**Work to be completed**
Among the entries below, the lines from the one with "middle dip: (169, 225)" up to and including the one with "ring pip: (247, 235)" are to be restated exactly, without pictures.
=-=-=
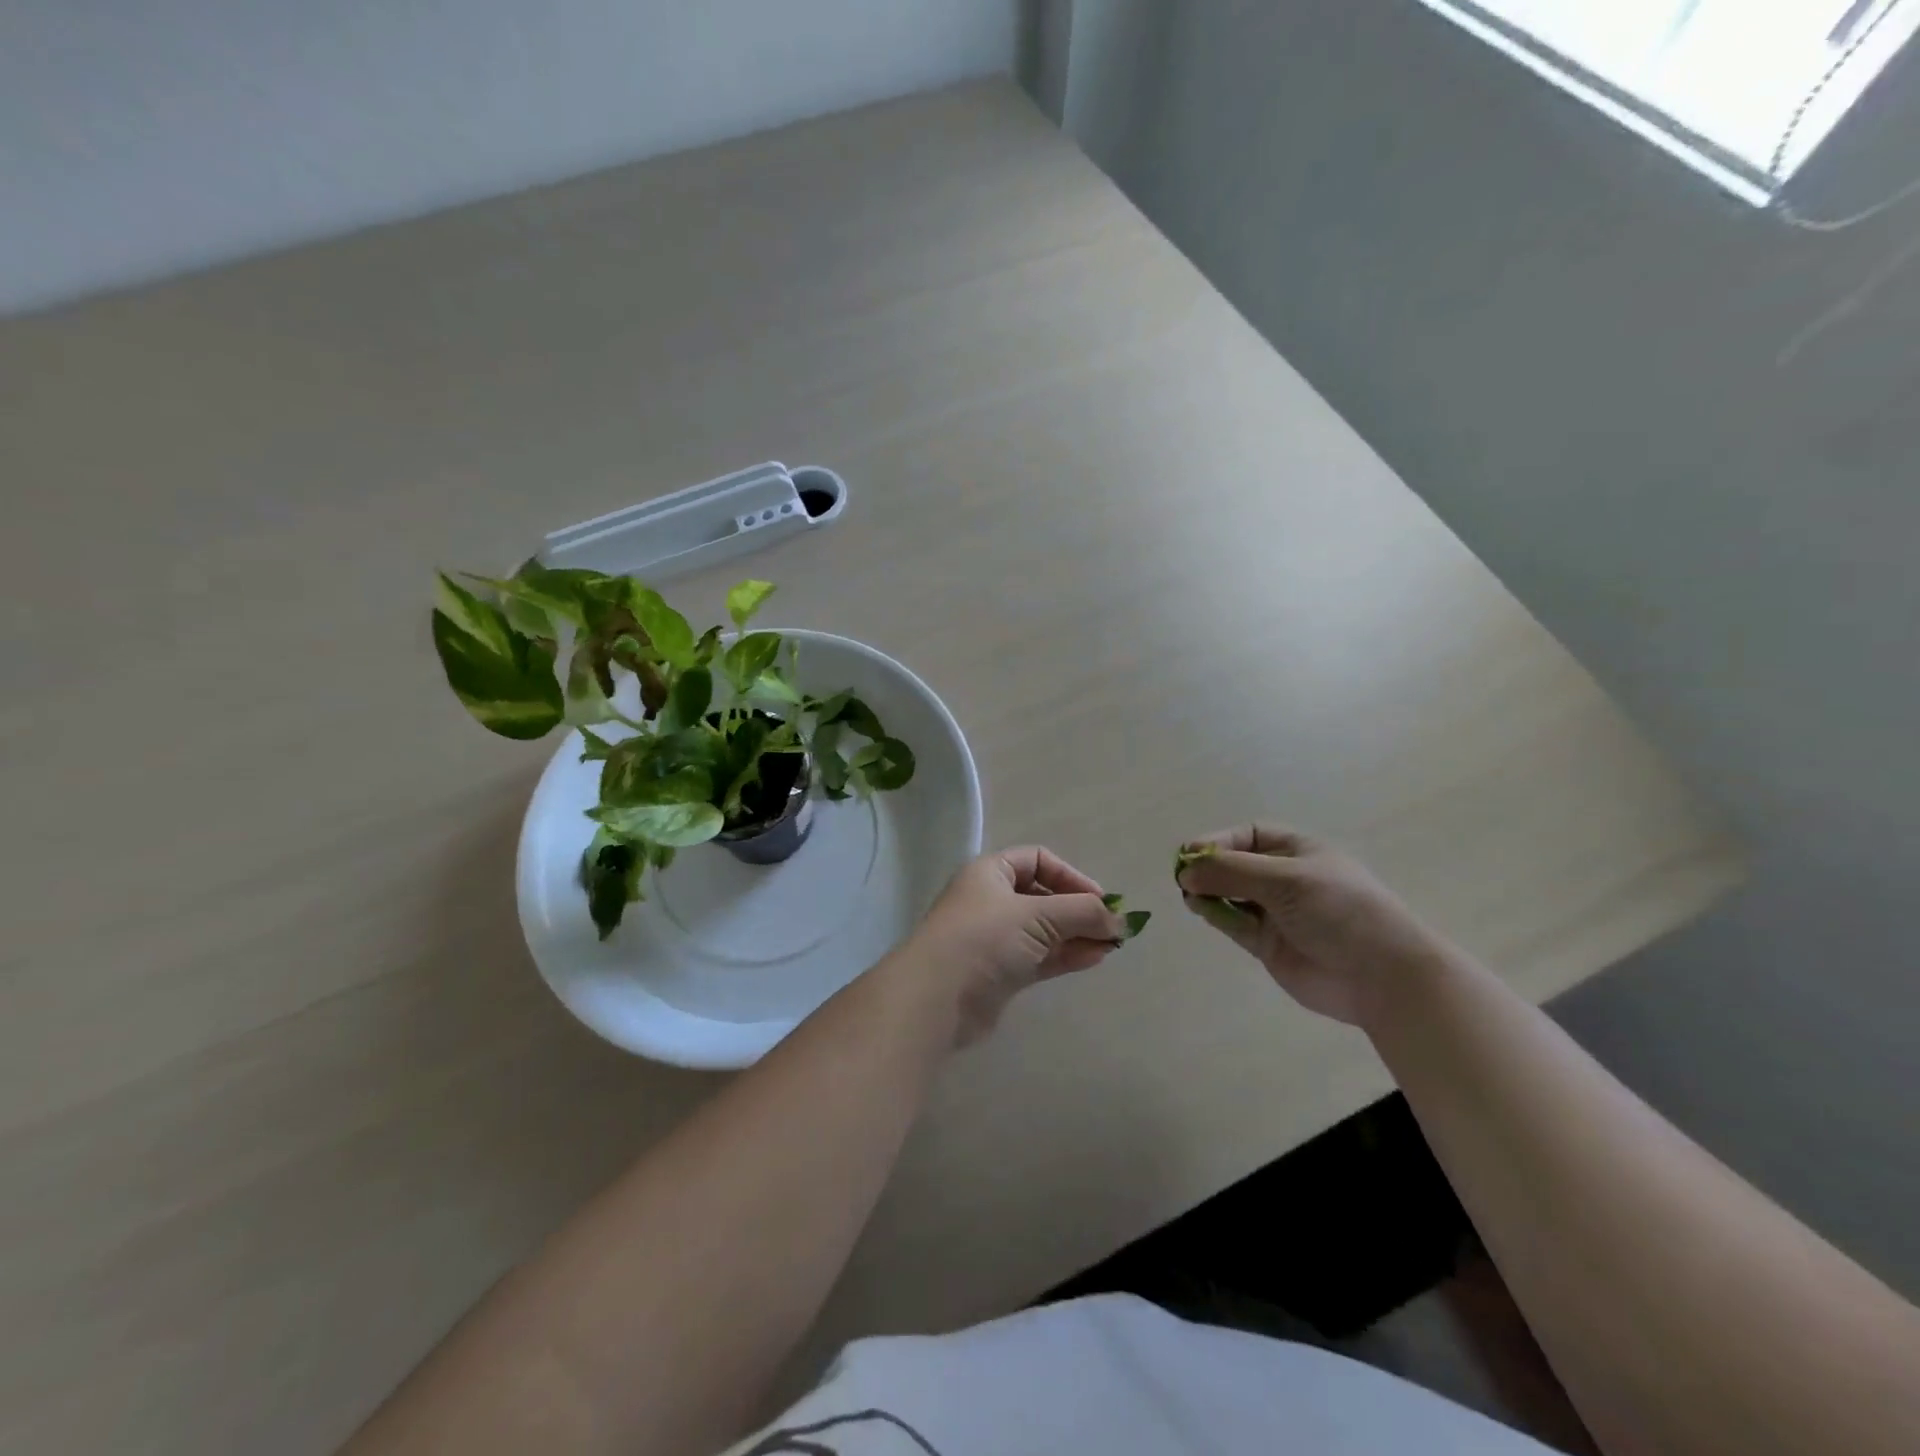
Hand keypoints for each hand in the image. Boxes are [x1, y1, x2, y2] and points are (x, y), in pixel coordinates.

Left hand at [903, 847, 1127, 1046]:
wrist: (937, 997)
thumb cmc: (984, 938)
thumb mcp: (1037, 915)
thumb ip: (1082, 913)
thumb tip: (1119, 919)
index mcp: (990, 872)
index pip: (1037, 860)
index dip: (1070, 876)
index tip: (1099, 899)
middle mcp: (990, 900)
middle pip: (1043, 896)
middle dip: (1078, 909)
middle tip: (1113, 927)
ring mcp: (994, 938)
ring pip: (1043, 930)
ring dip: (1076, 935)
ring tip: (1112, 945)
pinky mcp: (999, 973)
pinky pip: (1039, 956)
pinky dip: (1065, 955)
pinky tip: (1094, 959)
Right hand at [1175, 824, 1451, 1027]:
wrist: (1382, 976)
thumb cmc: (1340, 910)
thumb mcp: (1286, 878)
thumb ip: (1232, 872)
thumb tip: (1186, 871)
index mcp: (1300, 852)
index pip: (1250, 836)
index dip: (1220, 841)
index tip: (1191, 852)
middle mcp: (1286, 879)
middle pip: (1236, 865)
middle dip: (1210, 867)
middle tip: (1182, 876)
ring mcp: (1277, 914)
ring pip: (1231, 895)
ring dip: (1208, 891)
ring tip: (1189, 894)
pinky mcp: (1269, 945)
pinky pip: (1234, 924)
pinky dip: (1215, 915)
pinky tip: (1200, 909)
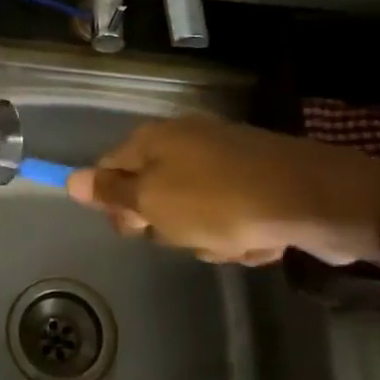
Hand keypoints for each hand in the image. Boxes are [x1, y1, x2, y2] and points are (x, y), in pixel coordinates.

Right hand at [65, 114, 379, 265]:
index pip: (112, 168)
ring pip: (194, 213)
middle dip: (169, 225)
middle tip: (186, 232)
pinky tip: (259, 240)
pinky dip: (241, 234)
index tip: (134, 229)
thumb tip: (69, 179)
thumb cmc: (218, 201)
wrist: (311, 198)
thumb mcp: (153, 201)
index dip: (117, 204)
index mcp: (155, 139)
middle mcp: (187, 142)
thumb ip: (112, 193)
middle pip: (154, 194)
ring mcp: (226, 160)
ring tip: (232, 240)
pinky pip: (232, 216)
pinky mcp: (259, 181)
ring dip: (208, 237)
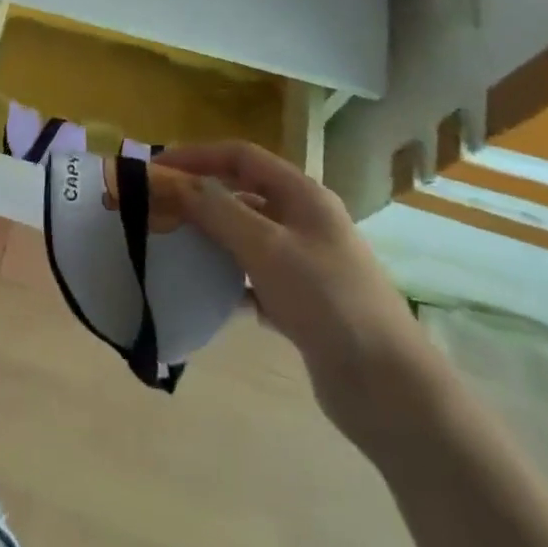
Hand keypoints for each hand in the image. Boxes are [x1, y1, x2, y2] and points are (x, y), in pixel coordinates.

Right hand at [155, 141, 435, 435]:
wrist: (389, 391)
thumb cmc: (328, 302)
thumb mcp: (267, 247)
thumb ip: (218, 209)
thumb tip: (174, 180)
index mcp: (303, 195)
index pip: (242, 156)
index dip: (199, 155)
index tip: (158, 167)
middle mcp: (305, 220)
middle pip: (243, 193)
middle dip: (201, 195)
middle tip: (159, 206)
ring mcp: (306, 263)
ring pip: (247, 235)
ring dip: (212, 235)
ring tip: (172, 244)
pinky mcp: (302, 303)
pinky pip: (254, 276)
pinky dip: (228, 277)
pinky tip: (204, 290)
=-=-=
**Answer to this exercise**
middle dip: (169, 225)
middle tip: (186, 232)
pinky tip: (259, 240)
pinky dip: (241, 234)
index tip: (134, 229)
thumb tip: (69, 179)
thumb cmc: (218, 201)
wrist: (311, 198)
thumb mcp: (153, 201)
index dip: (117, 204)
index mcp: (155, 139)
middle mcp: (187, 142)
thumb ip: (112, 193)
middle pip: (154, 194)
ring mcp: (226, 160)
ring tip: (232, 240)
pinky pip: (232, 216)
pinky mcp: (259, 181)
ring dip: (208, 237)
Hand keypoints for each hand in the image. Boxes are [x1, y1, x2, y2] and points are (x, y), in pixel coordinates.

Right hand at [155, 141, 435, 435]:
wrist: (389, 391)
thumb cmc: (328, 302)
thumb mcp: (267, 247)
thumb ip: (218, 209)
thumb tip: (174, 180)
index mcp: (303, 195)
index pip: (242, 156)
index dip: (199, 155)
index tip: (158, 167)
middle mcp: (305, 220)
middle pip: (243, 193)
middle dip: (201, 195)
middle tip: (159, 206)
ring mcp: (306, 263)
ring pip: (247, 235)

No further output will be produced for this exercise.